**Assigned task**
Your copy of the listing must be exact and must hold no images.

**Data excerpts**
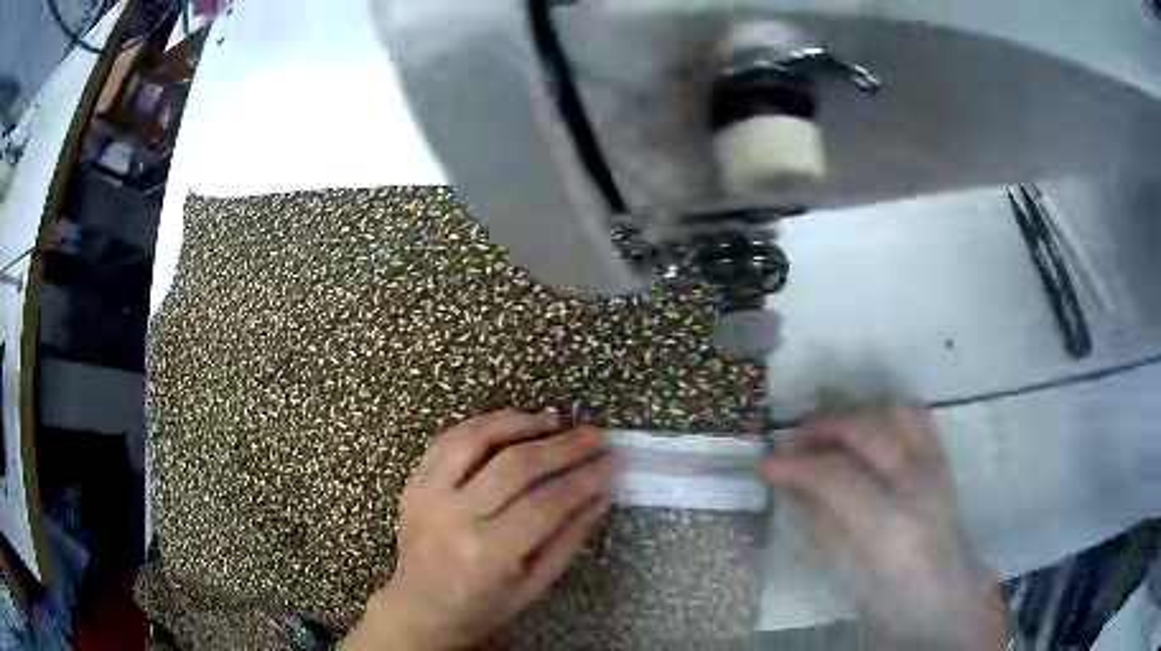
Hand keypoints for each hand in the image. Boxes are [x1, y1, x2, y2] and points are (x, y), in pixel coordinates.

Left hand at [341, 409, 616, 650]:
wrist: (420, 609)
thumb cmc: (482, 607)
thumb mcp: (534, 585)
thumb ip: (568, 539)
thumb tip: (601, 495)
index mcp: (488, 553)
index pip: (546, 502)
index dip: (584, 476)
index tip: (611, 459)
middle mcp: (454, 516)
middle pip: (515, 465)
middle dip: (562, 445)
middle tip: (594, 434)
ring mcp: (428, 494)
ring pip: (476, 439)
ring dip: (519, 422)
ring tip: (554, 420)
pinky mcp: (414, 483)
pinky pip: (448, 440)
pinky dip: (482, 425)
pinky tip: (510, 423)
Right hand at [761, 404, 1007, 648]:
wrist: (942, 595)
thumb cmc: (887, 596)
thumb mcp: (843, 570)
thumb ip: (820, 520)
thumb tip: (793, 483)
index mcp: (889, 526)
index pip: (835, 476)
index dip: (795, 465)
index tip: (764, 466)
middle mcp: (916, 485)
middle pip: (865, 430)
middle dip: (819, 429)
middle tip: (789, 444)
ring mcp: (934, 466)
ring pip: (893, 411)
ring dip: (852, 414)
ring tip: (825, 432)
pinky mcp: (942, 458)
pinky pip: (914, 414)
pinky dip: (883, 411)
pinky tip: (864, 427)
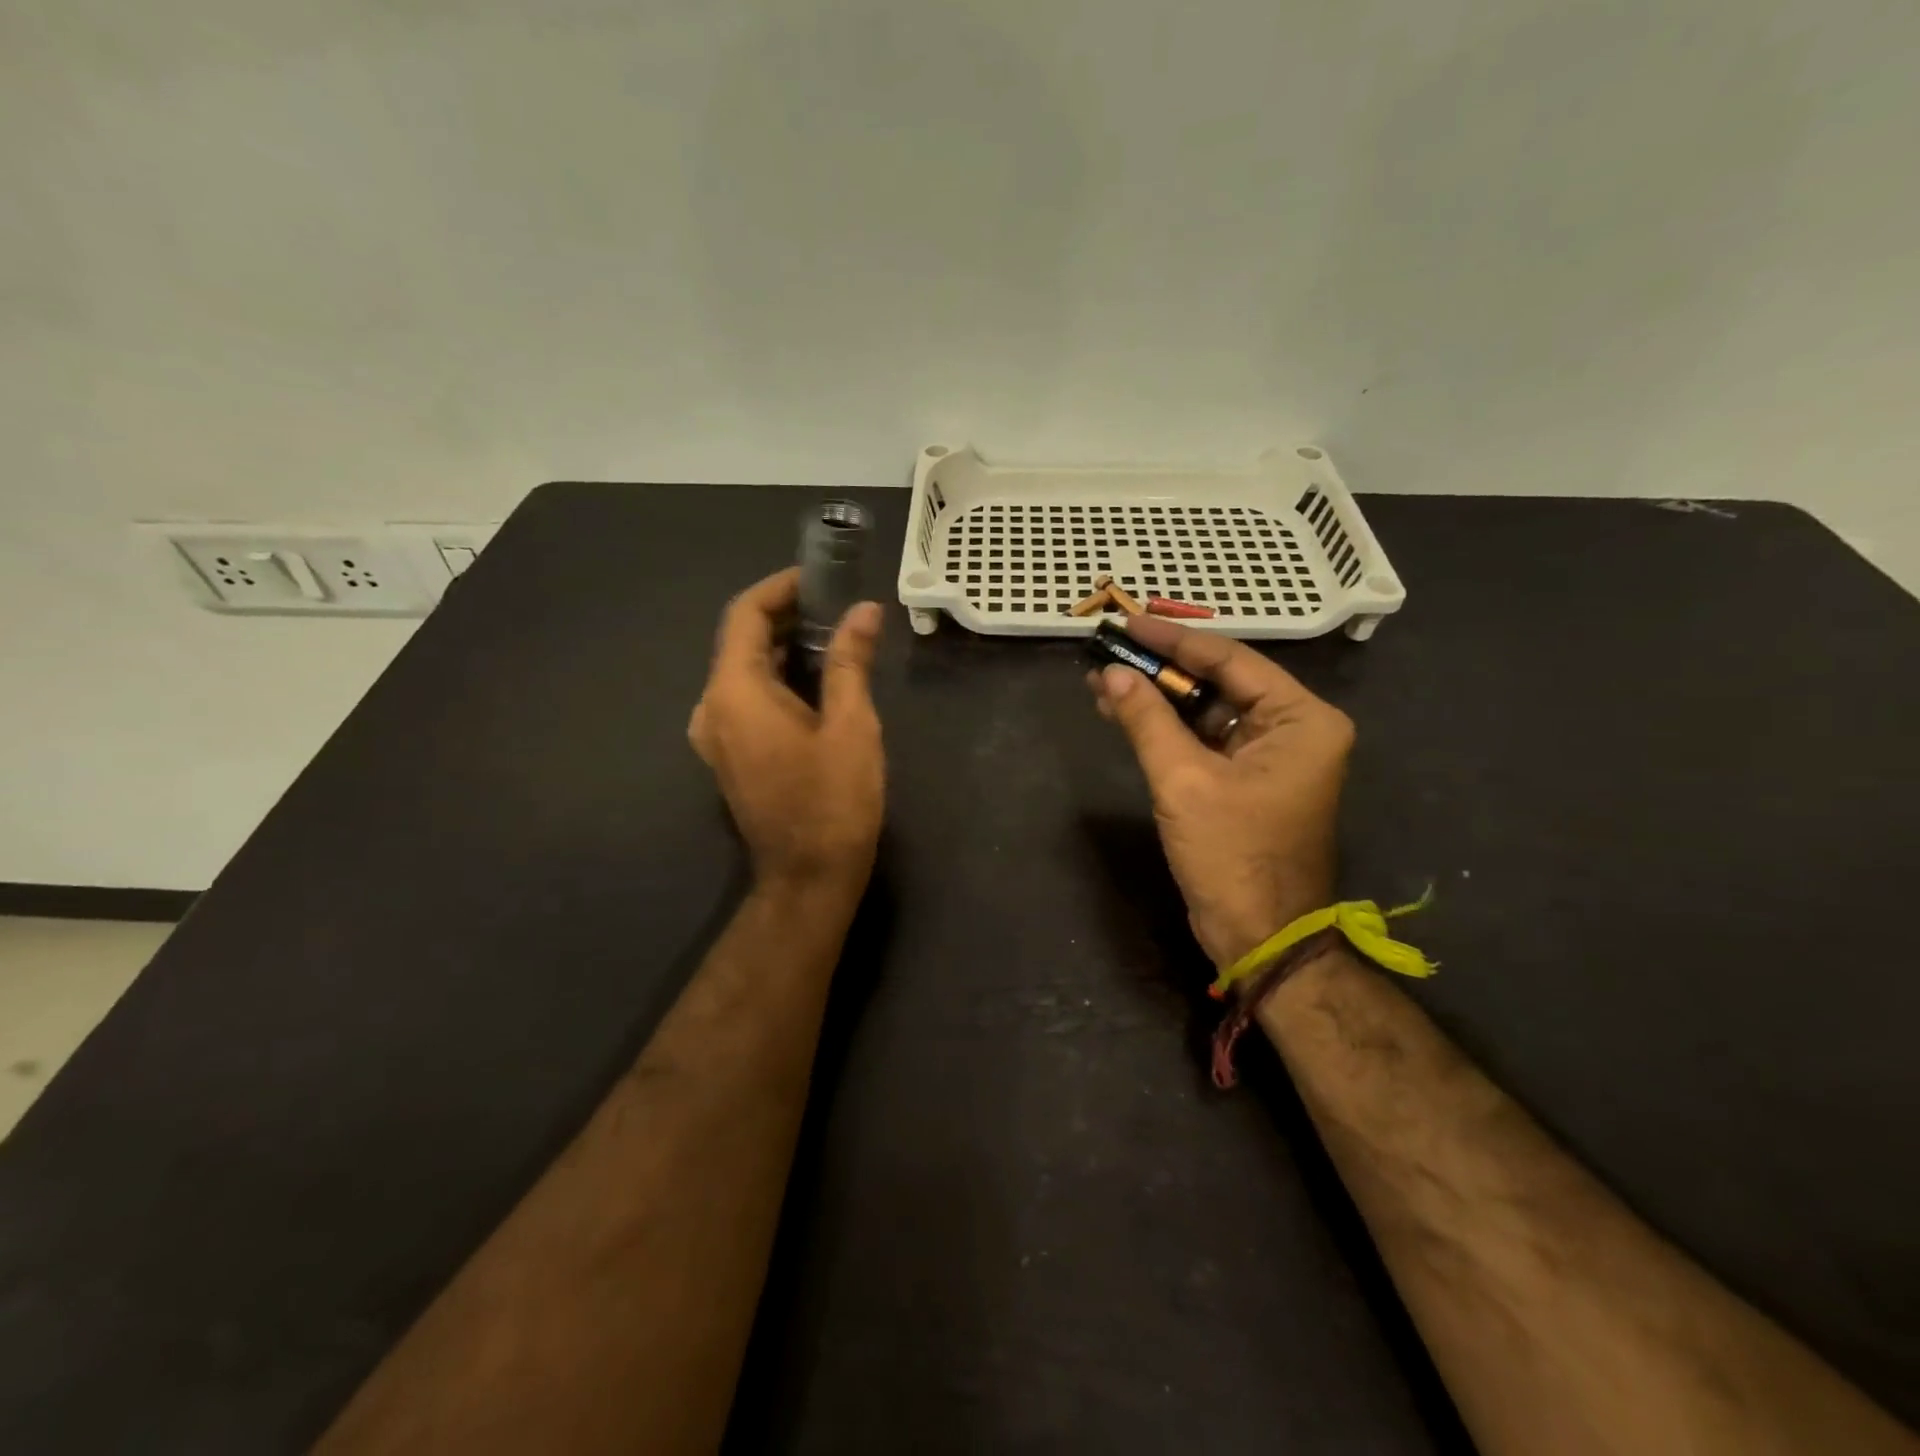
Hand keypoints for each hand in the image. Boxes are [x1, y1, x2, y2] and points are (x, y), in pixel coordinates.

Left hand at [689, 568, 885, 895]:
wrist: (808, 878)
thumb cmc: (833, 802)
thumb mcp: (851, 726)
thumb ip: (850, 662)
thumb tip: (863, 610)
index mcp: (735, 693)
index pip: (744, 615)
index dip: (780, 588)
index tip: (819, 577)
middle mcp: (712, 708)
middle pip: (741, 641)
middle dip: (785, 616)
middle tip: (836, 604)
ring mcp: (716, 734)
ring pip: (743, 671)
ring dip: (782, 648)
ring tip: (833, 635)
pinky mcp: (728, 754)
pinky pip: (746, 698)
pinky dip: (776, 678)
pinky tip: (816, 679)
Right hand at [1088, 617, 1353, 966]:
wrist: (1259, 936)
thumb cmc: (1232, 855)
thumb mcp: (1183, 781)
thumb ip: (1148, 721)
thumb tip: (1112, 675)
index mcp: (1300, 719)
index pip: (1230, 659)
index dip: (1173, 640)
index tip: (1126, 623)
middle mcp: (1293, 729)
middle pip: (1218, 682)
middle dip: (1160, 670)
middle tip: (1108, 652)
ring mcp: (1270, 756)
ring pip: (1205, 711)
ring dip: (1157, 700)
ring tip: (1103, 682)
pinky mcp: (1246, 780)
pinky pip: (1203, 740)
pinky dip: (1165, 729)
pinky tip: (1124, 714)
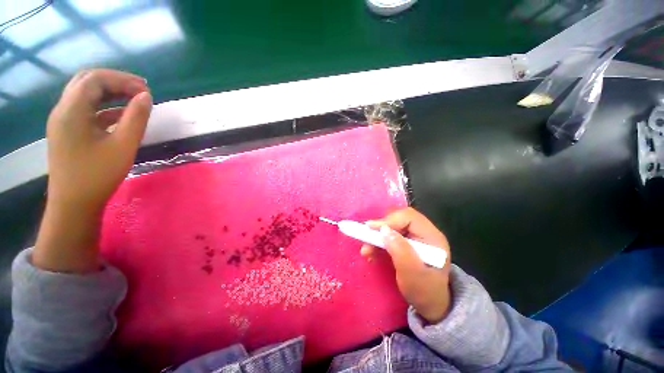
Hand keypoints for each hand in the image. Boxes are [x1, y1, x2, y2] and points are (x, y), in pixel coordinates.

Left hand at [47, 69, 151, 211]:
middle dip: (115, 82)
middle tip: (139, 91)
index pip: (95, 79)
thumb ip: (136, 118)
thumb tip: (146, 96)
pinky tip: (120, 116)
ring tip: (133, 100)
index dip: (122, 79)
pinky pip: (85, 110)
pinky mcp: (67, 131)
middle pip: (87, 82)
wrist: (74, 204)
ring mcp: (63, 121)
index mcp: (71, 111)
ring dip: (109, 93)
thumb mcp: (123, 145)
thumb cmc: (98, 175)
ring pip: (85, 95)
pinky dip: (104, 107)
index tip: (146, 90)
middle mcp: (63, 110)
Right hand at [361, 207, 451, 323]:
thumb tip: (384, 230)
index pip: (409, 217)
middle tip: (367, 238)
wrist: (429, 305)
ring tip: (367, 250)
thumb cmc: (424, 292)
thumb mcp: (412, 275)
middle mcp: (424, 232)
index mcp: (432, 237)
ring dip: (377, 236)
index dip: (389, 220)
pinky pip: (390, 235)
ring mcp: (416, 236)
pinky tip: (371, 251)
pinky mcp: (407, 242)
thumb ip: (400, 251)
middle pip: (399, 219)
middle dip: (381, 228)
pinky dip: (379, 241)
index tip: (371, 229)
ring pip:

**Your solution**
Hand keypoints for each hand in the image. Boxes are [x1, y1, x2, y2] and points are (x, y), in pixel coordinates.

Left hand at [341, 409, 616, 650]:
wrist: (420, 609)
thumb cmc: (482, 607)
thumb mcp: (534, 585)
thumb ip: (568, 539)
thumb tip: (601, 495)
index mcp: (488, 553)
index pip: (546, 502)
index dip: (584, 476)
index tip: (611, 459)
middle mcp: (454, 516)
middle pip: (515, 465)
middle dip: (562, 445)
middle tip: (594, 434)
ring mcp: (428, 494)
ring pip: (476, 439)
ring dip: (519, 422)
ring tip: (554, 420)
pinky mcp: (414, 483)
pinky pip: (448, 440)
pinky dip: (482, 425)
pinky tip: (510, 423)
Right hand at [761, 404, 1007, 648]:
wrist: (942, 595)
thumb cmc: (887, 596)
thumb mcp: (843, 570)
thumb ip: (820, 520)
thumb tip: (793, 483)
index mcp: (889, 526)
index pip: (835, 476)
index dip: (795, 465)
index tip: (764, 466)
middle mcp: (916, 485)
middle pip: (865, 430)
middle dip: (819, 429)
middle tip: (789, 444)
ring mcp: (934, 466)
ring pip: (893, 411)
ring dip: (852, 414)
ring tip: (825, 432)
pinky mcp: (942, 458)
pinky pip: (914, 414)
pinky dip: (883, 411)
pinky tip: (864, 427)
Hand keypoints for each hand in the image. Boxes are [x1, y1, x2, y2] and points are (x, y), in pixel coordinates.

Left hand at [689, 568, 885, 895]:
wrist: (808, 878)
thumb cmc: (833, 802)
thumb mcp: (851, 726)
thumb ip: (850, 662)
thumb tip: (863, 610)
index mcp: (735, 693)
index pip: (744, 615)
index dip: (780, 588)
index tip: (819, 577)
middle mcp: (712, 708)
middle pip: (741, 641)
middle dip: (785, 616)
middle tip: (836, 604)
ring mcp: (716, 734)
ring pip: (743, 671)
ring dip: (782, 648)
ring tip: (833, 635)
pinky mcp: (728, 754)
pinky pip: (746, 698)
pinky dip: (776, 678)
pinky tip: (816, 679)
Right hand at [1088, 617, 1353, 966]:
wrist: (1259, 936)
thumb cmc: (1232, 855)
thumb mcp: (1183, 781)
thumb ip: (1148, 721)
thumb tip: (1112, 675)
index mcp: (1300, 719)
index pip: (1230, 659)
index dip: (1173, 640)
index tip: (1126, 623)
middle mcp: (1293, 729)
middle pip: (1218, 682)
middle dip: (1160, 670)
middle tip: (1108, 652)
ring mcp: (1270, 756)
ring pip: (1205, 711)
ring dip: (1157, 700)
ring tip: (1103, 682)
pinky mcp: (1246, 780)
pinky pip: (1203, 740)
pinky dip: (1165, 729)
pinky tip: (1124, 714)
Hand keypoints for each hand in the image. Boxes are [x1, y1, x2, y2] and points are (x, y), in pixel coordinates.

Left hand at [47, 69, 151, 211]:
middle dip: (115, 82)
middle tip: (139, 91)
index pip: (95, 79)
thumb ip: (136, 118)
thumb tip: (146, 96)
pinky tip: (120, 116)
ring tip: (133, 100)
index dip: (122, 79)
pinky pip: (85, 110)
pinky mcp: (67, 131)
middle pip: (87, 82)
wrist: (74, 204)
ring mcp: (63, 121)
index mcp: (71, 111)
ring dip: (109, 93)
thumb mcp: (123, 145)
thumb cmc: (98, 175)
ring pip: (85, 95)
pinky dip: (104, 107)
index tip: (146, 90)
middle mcp: (63, 110)
Right hand at [361, 207, 451, 323]:
thumb tip: (384, 230)
index pip: (409, 217)
middle tip: (367, 238)
wrist: (429, 305)
ring tip: (367, 250)
thumb cmc: (424, 292)
thumb mcp: (412, 275)
middle mcp: (424, 232)
index mcp: (432, 237)
ring dip: (377, 236)
index dip: (389, 220)
pinky pip: (390, 235)
ring mcp: (416, 236)
pinky tip: (371, 251)
pinky mcp: (407, 242)
thumb ip: (400, 251)
middle pip: (399, 219)
middle dip: (381, 228)
pinky dip: (379, 241)
index tip: (371, 229)
ring pip:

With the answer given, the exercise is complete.